REQUIRED WORK: Would you restate the data exactly as given?

INPUT:
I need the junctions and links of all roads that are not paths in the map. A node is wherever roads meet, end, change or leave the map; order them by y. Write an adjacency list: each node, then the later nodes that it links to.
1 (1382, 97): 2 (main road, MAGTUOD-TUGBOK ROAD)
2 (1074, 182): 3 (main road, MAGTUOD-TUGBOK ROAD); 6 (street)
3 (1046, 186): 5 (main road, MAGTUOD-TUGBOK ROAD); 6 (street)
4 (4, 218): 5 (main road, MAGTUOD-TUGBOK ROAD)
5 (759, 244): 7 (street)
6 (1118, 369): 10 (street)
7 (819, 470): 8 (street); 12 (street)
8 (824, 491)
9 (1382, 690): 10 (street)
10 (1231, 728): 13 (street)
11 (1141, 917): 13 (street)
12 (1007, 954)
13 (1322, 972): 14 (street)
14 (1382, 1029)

OUTPUT FOR THIS TASK:
I need the junctions and links of all roads that are not paths in the map. A node is wherever roads meet, end, change or leave the map; order them by y. Write an adjacency list: each node, then the later nodes that it links to.
1 (1382, 97): 2 (main road, MAGTUOD-TUGBOK ROAD)
2 (1074, 182): 3 (main road, MAGTUOD-TUGBOK ROAD); 6 (street)
3 (1046, 186): 5 (main road, MAGTUOD-TUGBOK ROAD); 6 (street)
4 (4, 218): 5 (main road, MAGTUOD-TUGBOK ROAD)
5 (759, 244): 7 (street)
6 (1118, 369): 10 (street)
7 (819, 470): 8 (street); 12 (street)
8 (824, 491)
9 (1382, 690): 10 (street)
10 (1231, 728): 13 (street)
11 (1141, 917): 13 (street)
12 (1007, 954)
13 (1322, 972): 14 (street)
14 (1382, 1029)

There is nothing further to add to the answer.